■ ACTIVITY:
Copy each line of the data below with the word "Mirador".

*** MATERIAL FOR THE TASK Section Begins ***

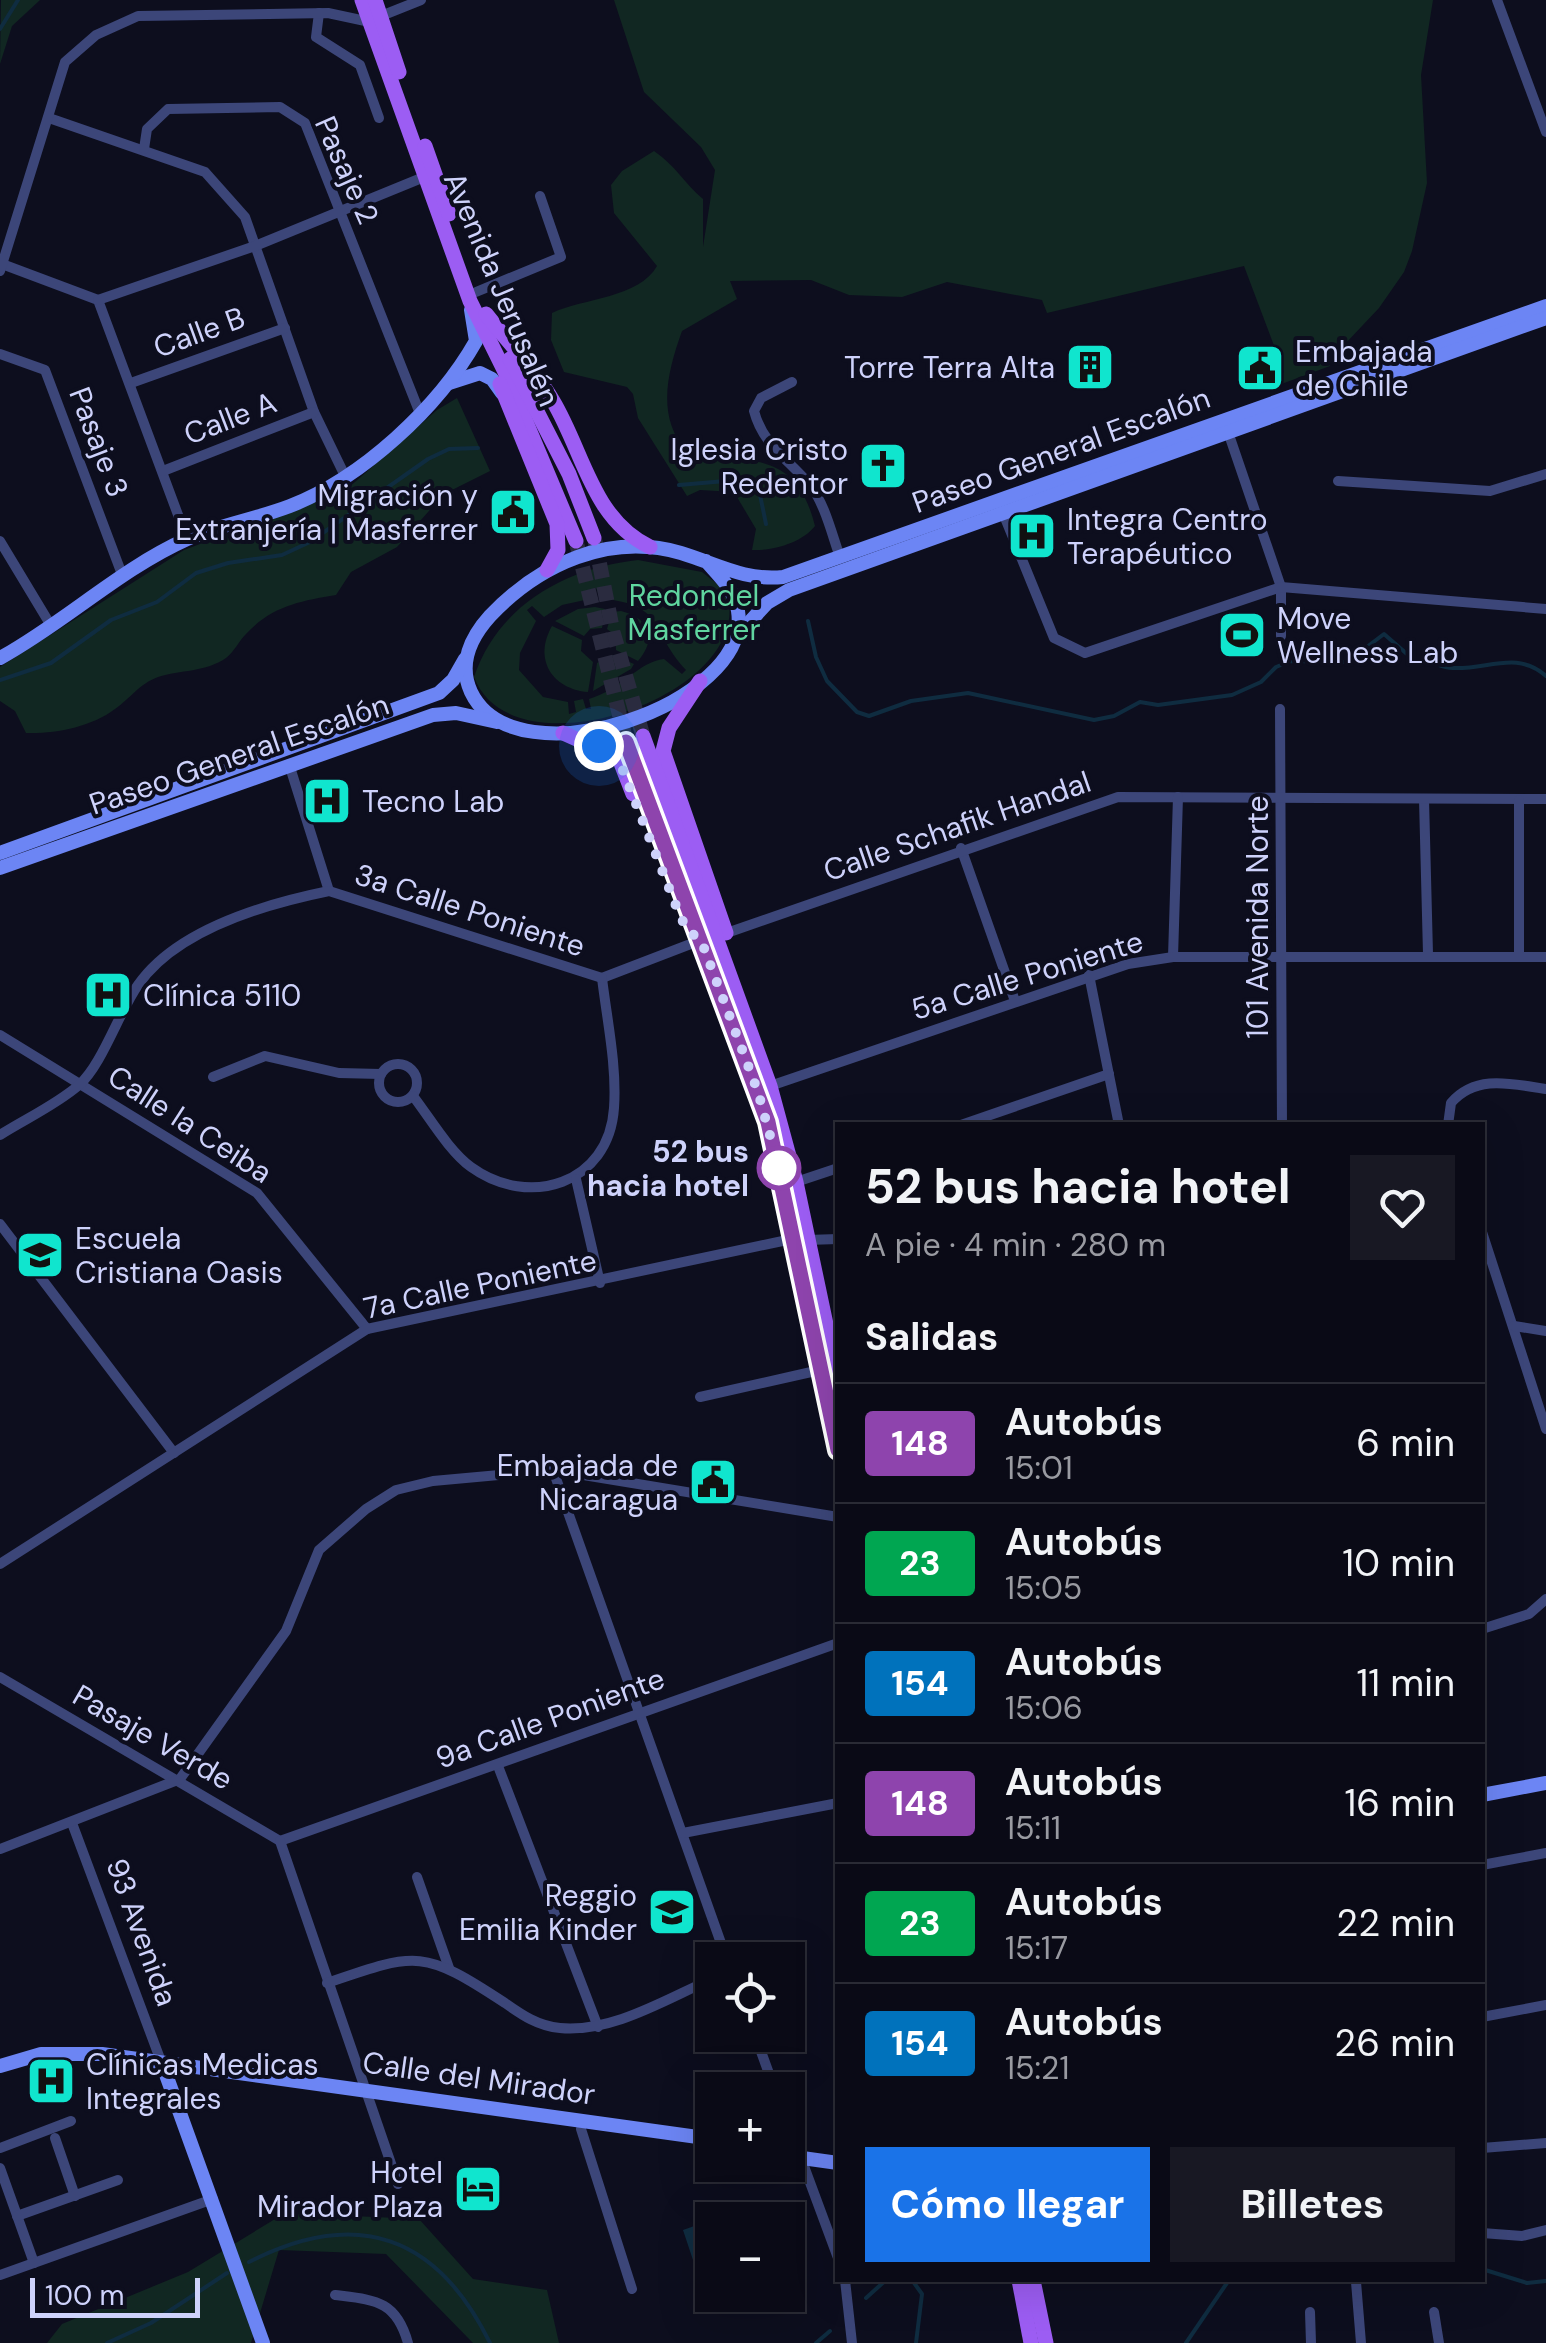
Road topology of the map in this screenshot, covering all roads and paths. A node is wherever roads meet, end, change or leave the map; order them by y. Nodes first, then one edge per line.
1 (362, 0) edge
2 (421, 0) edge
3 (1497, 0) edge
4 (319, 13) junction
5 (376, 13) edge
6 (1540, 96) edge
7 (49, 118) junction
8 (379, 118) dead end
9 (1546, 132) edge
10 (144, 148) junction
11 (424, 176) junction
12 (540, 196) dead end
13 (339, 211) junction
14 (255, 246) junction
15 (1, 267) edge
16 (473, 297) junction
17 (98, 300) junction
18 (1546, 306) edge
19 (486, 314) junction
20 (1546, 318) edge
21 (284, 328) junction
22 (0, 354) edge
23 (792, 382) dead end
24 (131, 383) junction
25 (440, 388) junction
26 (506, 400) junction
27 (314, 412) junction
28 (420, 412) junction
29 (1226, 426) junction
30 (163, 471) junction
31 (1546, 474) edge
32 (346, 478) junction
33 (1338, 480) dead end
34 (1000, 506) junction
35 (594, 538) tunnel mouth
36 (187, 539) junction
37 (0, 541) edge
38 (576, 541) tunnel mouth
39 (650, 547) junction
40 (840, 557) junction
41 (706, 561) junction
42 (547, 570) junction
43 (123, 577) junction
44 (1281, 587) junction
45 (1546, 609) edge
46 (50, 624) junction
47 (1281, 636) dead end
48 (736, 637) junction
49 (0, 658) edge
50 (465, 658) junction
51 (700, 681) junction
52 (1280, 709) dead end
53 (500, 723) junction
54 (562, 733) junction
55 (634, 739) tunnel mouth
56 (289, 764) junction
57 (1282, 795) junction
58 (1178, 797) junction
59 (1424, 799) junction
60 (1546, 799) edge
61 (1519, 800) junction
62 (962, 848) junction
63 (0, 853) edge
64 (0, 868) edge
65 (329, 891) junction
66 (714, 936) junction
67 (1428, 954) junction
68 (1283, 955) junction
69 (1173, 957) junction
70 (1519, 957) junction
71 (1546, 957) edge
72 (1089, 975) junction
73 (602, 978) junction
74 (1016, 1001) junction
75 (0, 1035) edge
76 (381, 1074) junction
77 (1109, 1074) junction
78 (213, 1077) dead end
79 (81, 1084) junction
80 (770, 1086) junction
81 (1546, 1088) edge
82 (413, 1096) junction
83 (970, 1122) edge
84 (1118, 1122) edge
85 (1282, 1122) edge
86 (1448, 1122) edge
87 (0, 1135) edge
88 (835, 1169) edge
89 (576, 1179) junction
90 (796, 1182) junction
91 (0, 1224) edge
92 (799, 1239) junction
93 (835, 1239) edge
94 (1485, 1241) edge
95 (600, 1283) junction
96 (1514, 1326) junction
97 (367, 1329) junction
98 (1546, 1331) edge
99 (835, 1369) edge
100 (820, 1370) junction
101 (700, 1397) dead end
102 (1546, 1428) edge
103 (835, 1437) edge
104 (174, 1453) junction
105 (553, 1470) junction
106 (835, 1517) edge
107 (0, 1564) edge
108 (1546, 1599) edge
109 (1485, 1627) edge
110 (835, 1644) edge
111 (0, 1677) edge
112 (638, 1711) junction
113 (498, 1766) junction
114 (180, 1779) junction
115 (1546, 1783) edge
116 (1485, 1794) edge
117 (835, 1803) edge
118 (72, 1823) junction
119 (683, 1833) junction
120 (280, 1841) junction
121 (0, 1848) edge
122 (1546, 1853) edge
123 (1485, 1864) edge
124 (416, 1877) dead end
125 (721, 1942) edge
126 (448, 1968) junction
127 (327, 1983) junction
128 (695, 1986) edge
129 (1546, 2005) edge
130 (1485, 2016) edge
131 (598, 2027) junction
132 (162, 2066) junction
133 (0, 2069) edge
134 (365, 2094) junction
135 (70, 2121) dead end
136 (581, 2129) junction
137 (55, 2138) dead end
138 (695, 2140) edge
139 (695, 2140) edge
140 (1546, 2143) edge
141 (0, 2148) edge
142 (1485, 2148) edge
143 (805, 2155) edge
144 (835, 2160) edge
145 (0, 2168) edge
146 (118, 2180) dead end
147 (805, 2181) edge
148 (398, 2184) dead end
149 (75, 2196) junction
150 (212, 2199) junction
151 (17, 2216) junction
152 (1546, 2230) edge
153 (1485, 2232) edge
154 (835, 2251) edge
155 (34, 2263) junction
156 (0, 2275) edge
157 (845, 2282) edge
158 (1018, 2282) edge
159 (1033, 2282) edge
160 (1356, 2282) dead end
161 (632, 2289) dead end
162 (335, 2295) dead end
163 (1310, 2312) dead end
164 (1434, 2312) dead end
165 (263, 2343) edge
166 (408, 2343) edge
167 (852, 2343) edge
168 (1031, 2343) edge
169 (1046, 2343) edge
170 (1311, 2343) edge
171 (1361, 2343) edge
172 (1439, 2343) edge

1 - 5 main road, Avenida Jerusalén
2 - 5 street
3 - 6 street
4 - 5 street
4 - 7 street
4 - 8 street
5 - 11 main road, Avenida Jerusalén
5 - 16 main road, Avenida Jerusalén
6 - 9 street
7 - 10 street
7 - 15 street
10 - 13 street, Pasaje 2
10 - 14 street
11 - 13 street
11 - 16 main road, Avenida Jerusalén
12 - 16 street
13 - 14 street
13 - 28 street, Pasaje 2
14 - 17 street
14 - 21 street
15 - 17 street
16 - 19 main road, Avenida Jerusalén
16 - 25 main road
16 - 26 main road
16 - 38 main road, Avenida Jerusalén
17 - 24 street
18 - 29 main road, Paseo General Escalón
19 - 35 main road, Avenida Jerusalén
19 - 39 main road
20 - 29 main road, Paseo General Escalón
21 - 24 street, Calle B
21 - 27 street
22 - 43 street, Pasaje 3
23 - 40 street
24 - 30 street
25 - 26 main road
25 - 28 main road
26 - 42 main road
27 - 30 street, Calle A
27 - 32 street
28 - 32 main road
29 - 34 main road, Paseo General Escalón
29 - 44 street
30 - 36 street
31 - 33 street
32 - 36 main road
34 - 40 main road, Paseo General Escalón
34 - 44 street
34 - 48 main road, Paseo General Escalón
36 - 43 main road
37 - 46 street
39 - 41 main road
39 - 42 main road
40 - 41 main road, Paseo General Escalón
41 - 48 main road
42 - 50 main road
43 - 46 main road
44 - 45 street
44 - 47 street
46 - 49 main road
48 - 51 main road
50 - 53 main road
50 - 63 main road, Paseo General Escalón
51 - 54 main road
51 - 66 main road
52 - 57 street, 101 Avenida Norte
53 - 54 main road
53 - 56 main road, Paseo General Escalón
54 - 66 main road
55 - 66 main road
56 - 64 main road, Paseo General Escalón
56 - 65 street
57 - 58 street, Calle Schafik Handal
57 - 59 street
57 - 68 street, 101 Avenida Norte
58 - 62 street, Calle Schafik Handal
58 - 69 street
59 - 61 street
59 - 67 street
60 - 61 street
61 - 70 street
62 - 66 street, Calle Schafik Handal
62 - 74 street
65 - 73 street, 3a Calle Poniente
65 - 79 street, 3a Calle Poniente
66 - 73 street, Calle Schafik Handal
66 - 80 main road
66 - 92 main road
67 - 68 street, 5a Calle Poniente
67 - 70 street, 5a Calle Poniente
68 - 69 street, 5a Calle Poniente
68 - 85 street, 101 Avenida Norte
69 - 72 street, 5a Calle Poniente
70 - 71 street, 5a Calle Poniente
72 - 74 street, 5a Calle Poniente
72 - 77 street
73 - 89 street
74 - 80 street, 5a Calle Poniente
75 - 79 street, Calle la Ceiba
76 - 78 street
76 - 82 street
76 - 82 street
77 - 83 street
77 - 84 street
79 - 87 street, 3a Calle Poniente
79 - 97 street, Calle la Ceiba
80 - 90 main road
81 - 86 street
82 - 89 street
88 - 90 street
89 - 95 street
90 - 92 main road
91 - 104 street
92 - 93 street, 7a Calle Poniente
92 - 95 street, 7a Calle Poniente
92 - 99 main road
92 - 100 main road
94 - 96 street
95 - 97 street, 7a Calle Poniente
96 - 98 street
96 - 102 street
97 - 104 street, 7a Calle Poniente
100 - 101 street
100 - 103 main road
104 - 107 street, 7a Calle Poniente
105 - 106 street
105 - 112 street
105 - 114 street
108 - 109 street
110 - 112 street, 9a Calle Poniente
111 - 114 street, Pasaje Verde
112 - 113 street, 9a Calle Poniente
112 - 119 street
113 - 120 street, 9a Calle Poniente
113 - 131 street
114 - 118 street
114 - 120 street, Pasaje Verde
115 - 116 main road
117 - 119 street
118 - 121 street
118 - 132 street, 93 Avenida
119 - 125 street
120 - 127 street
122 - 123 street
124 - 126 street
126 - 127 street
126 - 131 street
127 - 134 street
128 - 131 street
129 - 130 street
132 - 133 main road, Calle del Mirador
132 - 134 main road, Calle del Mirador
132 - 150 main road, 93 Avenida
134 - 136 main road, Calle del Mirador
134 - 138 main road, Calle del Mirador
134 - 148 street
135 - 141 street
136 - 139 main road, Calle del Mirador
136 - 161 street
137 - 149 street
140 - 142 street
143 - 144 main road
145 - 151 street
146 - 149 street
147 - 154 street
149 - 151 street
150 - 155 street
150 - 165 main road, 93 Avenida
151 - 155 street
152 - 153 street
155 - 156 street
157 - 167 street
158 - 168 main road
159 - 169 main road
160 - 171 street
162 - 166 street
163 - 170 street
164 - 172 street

*** MATERIAL FOR THE TASK Section Ends ***
*** MATERIAL FOR THE TASK Section Begins ***

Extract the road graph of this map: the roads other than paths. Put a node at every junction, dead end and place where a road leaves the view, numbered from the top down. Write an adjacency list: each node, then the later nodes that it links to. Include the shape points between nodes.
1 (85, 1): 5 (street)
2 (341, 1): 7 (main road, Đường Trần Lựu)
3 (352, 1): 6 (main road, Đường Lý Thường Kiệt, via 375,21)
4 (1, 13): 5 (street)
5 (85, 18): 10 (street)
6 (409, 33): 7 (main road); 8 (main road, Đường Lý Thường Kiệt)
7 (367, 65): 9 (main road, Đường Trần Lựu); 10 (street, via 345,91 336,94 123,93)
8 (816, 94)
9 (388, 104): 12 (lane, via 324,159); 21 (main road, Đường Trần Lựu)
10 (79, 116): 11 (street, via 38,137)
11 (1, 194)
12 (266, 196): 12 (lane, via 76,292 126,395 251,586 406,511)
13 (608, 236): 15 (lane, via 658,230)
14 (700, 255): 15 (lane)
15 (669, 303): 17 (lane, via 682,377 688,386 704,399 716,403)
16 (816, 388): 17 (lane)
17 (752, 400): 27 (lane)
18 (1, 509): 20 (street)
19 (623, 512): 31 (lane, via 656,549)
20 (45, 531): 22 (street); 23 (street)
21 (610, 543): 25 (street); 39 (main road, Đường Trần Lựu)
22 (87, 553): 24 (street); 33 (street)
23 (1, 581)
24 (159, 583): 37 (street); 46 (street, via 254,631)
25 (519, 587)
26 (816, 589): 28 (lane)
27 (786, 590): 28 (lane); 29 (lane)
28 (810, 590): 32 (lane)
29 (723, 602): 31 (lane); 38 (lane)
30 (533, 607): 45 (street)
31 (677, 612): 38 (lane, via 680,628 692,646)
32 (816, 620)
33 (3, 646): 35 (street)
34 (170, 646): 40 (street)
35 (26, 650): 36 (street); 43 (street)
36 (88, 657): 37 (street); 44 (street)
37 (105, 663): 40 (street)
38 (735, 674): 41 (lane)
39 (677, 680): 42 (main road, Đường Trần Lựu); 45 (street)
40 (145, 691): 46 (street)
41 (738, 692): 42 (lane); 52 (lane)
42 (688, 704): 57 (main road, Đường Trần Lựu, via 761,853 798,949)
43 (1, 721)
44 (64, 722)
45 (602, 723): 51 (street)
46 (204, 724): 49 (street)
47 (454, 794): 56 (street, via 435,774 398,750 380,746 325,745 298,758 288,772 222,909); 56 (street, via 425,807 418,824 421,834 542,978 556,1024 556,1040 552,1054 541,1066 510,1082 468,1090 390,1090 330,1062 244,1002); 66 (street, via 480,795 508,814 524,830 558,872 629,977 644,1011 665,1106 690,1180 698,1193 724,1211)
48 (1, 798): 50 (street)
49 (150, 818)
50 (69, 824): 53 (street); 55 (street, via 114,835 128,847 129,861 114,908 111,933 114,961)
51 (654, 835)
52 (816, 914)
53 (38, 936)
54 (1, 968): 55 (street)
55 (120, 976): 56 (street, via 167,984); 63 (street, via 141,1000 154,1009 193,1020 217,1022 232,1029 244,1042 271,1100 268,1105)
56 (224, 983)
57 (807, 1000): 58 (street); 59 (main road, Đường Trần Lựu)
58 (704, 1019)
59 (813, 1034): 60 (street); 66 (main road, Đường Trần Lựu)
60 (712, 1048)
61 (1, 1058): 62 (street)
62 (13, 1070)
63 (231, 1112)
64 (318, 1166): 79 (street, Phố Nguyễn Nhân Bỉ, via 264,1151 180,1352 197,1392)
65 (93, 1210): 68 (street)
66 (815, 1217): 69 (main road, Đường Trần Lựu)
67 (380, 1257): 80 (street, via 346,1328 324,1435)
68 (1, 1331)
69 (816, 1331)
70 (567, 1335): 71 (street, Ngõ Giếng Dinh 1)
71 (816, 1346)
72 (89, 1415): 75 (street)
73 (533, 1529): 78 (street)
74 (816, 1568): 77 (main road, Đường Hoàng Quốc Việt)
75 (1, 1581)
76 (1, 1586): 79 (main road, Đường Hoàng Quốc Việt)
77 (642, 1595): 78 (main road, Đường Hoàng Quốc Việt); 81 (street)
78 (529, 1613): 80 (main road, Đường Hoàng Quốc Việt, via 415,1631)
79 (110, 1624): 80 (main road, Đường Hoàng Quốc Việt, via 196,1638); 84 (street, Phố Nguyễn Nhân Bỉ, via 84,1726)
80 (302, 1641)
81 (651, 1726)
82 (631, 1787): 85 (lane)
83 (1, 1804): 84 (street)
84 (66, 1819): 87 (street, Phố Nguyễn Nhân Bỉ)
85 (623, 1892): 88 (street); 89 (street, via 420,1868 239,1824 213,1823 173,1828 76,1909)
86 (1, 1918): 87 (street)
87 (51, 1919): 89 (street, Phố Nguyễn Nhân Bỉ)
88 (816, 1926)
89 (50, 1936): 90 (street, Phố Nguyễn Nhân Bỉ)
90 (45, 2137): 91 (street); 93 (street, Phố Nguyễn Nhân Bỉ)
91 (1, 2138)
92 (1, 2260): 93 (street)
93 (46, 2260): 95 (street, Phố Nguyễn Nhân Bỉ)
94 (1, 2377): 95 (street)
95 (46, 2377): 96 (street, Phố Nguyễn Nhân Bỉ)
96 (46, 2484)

*** MATERIAL FOR THE TASK Section Ends ***

■ TASK OUTPUT:
132 - 133 main road, Calle del Mirador
132 - 134 main road, Calle del Mirador
134 - 136 main road, Calle del Mirador
134 - 138 main road, Calle del Mirador
136 - 139 main road, Calle del Mirador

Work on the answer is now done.